7 JULY 2022
Displaced by Covid and closure, the Court has met in all sorts of venues over the past 27 months: other company's halls and committee rooms and virtually in everyone's front room, study or (in case of one Past Master) library, thanks to Zoom.
But on 5th July we were finally back where we belonged: in the Court Room of our own Stationers' Hall. And do you know, it seemed pretty much unchanged, after all the millions of pounds worth of work and refurbishment that has gone on all around it during the substantial effort of Vision 350.
That is, of course, absolutely right, when an old building is the still centre of substantial change: a new garden entrance, a new lift for 21st century accessibility, kitchen refurbishment, air-cooling units and new dining and meeting rooms replacing familiar but modern extensions of the Hall.
Even the pretty-much-unchanged Court Room has a new carpet, whose absorbent fluffiness caused the Master to call on Court members to speak up, lest the exchanges be too sotto voce to be heard.
But we were assembled not to gawp at the new surrondings, but to participate in this short Court meeting. It abuts as it does every July the Election Court, then Common Hall for all Stationers, and the Installation of the new Master. (The Company rules say this change of office should take place on the Saturday after St Peter's Day, June 29th, but the rules have been modified over time, just a little.) Much growing and processing and exchanging of badges of office, all meticulously in order of the Beadle.
But before the ceremonies, the business of the Court. "Welcome Home!" said the Master, Robert Flather, as he presided over his last Court in office. One of the first pieces of business was to renominate the Treasurer Ian Leggett. Despite a stage-whispered aside of "Will Leggett leg it?", the nomination was approved with relish. "Huge approval and respect of those on the Court", said the Master.
The Chairman of the Education Committee reported on the success of Apprentice Futures, held in the Guildhall at the London Careers Festival for two days at the end of June. There were 45 exhibitors, many student visitors, and help from Liverymen and Stationers' apprentice ambassadors. Media students from Stationers Crown Woods Academy were there to shoot footage for the new Apprentice Futures website.
A Past Master commented that it was wonderful to see the interaction of students and exhibitors.
Concern was expressed, however, about the lack of recognition that this was an event started and supported by the Company.

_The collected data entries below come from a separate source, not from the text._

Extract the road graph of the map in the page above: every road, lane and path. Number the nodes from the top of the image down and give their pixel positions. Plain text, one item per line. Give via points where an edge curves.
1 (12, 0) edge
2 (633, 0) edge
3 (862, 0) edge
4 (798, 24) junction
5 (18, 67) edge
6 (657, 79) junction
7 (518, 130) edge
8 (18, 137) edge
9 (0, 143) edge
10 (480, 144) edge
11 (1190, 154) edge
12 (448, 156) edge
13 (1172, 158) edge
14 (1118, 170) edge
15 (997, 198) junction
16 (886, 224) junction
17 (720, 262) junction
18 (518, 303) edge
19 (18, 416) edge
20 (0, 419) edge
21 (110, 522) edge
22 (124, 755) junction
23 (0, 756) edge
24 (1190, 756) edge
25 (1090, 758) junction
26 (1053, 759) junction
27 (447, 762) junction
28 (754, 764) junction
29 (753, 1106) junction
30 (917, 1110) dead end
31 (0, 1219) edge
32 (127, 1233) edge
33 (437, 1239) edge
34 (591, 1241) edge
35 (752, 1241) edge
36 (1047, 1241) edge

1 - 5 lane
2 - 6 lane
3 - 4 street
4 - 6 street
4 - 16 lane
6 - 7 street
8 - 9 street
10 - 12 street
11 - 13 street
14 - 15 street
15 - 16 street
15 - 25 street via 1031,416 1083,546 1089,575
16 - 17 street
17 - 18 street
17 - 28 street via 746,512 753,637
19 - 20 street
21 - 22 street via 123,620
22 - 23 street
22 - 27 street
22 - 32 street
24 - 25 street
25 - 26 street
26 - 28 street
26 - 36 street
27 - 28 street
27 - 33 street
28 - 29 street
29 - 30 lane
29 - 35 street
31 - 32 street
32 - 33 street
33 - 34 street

The Master said: "The Stationers have been airbrushed out of the London Career Festival. We have a strategic question about this." There were further expressions of disquiet, and one Court Assistant asked from whom were we seeking credit - 'It is important not to come across as complaining' expressed one Past Master. We needed positive ways of promoting what he termed "our brand".
The context for this was widened when the Under Warden remarked that after years of an arms-length relationship with the Corporation, it might be time for a few years of bridge-building. "We need to build a better relationship with the Corporation," he said.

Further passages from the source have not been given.